→ **Exercise aim**
Please repeat the data exactly, leaving nothing out.

→ **Exercise data**
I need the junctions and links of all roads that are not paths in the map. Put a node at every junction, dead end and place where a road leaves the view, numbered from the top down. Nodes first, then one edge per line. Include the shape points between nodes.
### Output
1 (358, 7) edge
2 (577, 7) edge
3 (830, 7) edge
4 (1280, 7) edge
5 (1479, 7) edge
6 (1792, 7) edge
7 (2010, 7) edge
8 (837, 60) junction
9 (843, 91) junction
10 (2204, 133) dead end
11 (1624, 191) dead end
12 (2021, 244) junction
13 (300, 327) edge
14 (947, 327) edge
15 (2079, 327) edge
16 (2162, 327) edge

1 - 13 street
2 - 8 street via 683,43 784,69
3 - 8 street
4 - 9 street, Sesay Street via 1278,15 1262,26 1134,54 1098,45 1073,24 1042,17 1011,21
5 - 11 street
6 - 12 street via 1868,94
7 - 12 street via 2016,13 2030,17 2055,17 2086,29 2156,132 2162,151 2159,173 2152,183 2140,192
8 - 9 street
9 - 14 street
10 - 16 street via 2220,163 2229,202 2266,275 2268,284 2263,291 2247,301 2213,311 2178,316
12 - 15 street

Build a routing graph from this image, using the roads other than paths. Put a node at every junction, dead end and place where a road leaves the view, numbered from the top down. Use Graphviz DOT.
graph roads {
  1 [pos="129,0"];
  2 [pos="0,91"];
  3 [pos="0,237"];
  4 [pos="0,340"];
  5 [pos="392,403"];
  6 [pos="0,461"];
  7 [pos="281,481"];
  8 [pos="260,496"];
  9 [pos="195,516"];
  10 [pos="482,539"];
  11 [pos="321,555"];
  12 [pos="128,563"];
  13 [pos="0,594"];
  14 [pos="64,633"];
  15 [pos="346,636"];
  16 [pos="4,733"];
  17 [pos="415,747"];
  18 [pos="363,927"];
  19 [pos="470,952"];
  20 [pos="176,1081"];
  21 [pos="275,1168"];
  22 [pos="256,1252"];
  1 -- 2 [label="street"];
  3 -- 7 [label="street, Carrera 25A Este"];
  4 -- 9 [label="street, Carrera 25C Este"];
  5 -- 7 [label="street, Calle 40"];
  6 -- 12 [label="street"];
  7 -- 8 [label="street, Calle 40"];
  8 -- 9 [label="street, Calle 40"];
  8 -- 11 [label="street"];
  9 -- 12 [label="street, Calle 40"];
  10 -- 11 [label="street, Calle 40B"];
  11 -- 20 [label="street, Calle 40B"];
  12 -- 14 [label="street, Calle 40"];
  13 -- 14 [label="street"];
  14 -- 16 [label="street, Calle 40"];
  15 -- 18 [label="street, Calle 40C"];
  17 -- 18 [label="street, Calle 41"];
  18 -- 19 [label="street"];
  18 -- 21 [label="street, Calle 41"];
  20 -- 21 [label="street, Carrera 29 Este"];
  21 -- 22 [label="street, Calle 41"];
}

→ **Solution for this task**
I need the junctions and links of all roads that are not paths in the map. Put a node at every junction, dead end and place where a road leaves the view, numbered from the top down. Nodes first, then one edge per line. Include the shape points between nodes.
### Output
1 (358, 7) edge
2 (577, 7) edge
3 (830, 7) edge
4 (1280, 7) edge
5 (1479, 7) edge
6 (1792, 7) edge
7 (2010, 7) edge
8 (837, 60) junction
9 (843, 91) junction
10 (2204, 133) dead end
11 (1624, 191) dead end
12 (2021, 244) junction
13 (300, 327) edge
14 (947, 327) edge
15 (2079, 327) edge
16 (2162, 327) edge

1 - 13 street
2 - 8 street via 683,43 784,69
3 - 8 street
4 - 9 street, Sesay Street via 1278,15 1262,26 1134,54 1098,45 1073,24 1042,17 1011,21
5 - 11 street
6 - 12 street via 1868,94
7 - 12 street via 2016,13 2030,17 2055,17 2086,29 2156,132 2162,151 2159,173 2152,183 2140,192
8 - 9 street
9 - 14 street
10 - 16 street via 2220,163 2229,202 2266,275 2268,284 2263,291 2247,301 2213,311 2178,316
12 - 15 street

Build a routing graph from this image, using the roads other than paths. Put a node at every junction, dead end and place where a road leaves the view, numbered from the top down. Use Graphviz DOT.
graph roads {
  1 [pos="129,0"];
  2 [pos="0,91"];
  3 [pos="0,237"];
  4 [pos="0,340"];
  5 [pos="392,403"];
  6 [pos="0,461"];
  7 [pos="281,481"];
  8 [pos="260,496"];
  9 [pos="195,516"];
  10 [pos="482,539"];
  11 [pos="321,555"];
  12 [pos="128,563"];
  13 [pos="0,594"];
  14 [pos="64,633"];
  15 [pos="346,636"];
  16 [pos="4,733"];
  17 [pos="415,747"];
  18 [pos="363,927"];
  19 [pos="470,952"];
  20 [pos="176,1081"];
  21 [pos="275,1168"];
  22 [pos="256,1252"];
  1 -- 2 [label="street"];
  3 -- 7 [label="street, Carrera 25A Este"];
  4 -- 9 [label="street, Carrera 25C Este"];
  5 -- 7 [label="street, Calle 40"];
  6 -- 12 [label="street"];
  7 -- 8 [label="street, Calle 40"];
  8 -- 9 [label="street, Calle 40"];
  8 -- 11 [label="street"];
  9 -- 12 [label="street, Calle 40"];
  10 -- 11 [label="street, Calle 40B"];
  11 -- 20 [label="street, Calle 40B"];
  12 -- 14 [label="street, Calle 40"];
  13 -- 14 [label="street"];
  14 -- 16 [label="street, Calle 40"];
  15 -- 18 [label="street, Calle 40C"];
  17 -- 18 [label="street, Calle 41"];
  18 -- 19 [label="street"];
  18 -- 21 [label="street, Calle 41"];
  20 -- 21 [label="street, Carrera 29 Este"];
  21 -- 22 [label="street, Calle 41"];
}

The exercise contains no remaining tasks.